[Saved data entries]
►
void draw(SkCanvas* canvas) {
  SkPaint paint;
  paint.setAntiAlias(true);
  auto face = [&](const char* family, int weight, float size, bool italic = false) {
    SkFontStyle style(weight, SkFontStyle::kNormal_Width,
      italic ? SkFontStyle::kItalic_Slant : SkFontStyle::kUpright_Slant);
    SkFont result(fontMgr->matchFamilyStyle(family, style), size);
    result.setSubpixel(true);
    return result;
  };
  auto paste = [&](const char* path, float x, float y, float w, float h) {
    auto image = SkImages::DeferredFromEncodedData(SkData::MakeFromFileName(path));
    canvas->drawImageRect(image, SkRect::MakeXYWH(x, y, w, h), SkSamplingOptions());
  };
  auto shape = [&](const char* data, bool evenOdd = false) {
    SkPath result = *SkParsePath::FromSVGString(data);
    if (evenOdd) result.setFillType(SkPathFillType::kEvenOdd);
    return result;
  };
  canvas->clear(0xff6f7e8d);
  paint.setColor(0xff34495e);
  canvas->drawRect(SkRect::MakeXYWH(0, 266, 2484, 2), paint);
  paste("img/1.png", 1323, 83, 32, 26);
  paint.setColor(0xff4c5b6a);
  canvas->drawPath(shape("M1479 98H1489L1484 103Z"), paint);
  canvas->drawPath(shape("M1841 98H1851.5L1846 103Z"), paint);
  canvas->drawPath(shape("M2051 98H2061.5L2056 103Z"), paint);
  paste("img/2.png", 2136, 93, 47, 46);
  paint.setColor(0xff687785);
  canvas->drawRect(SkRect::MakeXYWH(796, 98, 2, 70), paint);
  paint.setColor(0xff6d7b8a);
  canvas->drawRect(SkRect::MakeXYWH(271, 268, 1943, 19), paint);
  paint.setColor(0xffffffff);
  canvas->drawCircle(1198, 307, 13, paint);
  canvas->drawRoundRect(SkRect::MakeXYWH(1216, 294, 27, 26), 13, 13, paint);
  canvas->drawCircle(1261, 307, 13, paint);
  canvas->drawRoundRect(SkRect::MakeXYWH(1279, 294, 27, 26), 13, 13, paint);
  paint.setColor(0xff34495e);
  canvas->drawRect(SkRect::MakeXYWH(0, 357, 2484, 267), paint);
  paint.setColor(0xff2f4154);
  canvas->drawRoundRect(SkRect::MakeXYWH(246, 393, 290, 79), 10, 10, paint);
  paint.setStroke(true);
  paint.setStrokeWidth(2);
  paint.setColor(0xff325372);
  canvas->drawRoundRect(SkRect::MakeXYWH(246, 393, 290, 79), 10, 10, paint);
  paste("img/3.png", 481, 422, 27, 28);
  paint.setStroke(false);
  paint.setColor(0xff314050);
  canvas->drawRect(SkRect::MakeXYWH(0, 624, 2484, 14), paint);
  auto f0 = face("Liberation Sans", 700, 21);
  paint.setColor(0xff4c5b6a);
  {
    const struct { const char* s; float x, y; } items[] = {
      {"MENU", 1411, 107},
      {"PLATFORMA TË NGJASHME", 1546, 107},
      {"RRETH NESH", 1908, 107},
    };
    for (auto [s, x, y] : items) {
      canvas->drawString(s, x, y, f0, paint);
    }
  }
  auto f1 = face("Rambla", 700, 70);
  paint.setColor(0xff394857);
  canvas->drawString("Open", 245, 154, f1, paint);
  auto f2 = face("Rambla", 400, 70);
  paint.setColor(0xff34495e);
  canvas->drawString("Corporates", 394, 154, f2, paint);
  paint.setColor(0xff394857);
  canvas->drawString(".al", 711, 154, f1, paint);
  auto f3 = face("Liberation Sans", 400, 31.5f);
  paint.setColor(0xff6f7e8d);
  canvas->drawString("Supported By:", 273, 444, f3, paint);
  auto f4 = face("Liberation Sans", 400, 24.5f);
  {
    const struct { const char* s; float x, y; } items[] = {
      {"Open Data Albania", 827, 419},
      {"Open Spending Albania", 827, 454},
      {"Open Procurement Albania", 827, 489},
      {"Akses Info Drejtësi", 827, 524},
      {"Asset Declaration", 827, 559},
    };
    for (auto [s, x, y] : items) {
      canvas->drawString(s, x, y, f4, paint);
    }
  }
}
◄
- **WORK ORDER**
For each line in the data that contains the string "size", give a copy of that line.

- **REPLY TO THE TASK**
  auto face = [&](const char* family, int weight, float size, bool italic = false) {
    SkFont result(fontMgr->matchFamilyStyle(family, style), size);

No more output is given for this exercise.